REQUIREMENT: Could the entries below be retyped exactly and in full?

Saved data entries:

=== Begin Enclosure ===

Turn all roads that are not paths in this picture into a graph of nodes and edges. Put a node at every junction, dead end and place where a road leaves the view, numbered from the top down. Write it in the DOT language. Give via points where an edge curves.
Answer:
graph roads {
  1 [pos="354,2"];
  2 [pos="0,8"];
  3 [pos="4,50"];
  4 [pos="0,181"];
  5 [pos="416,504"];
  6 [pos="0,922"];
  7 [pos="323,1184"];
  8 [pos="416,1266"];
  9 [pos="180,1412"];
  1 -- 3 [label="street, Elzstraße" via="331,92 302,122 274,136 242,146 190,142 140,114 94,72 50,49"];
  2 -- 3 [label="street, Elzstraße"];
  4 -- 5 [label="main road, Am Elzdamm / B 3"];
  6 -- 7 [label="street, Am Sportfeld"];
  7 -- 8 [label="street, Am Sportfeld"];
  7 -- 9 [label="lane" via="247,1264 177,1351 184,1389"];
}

=== End Enclosure ===

TASK OUTPUT:
Turn all roads that are not paths in this picture into a graph of nodes and edges. Put a node at every junction, dead end and place where a road leaves the view, numbered from the top down. Write it in the DOT language. Give via points where an edge curves.
Answer:
graph roads {
  1 [pos="354,2"];
  2 [pos="0,8"];
  3 [pos="4,50"];
  4 [pos="0,181"];
  5 [pos="416,504"];
  6 [pos="0,922"];
  7 [pos="323,1184"];
  8 [pos="416,1266"];
  9 [pos="180,1412"];
  1 -- 3 [label="street, Elzstraße" via="331,92 302,122 274,136 242,146 190,142 140,114 94,72 50,49"];
  2 -- 3 [label="street, Elzstraße"];
  4 -- 5 [label="main road, Am Elzdamm / B 3"];
  6 -- 7 [label="street, Am Sportfeld"];
  7 -- 8 [label="street, Am Sportfeld"];
  7 -- 9 [label="lane" via="247,1264 177,1351 184,1389"];
}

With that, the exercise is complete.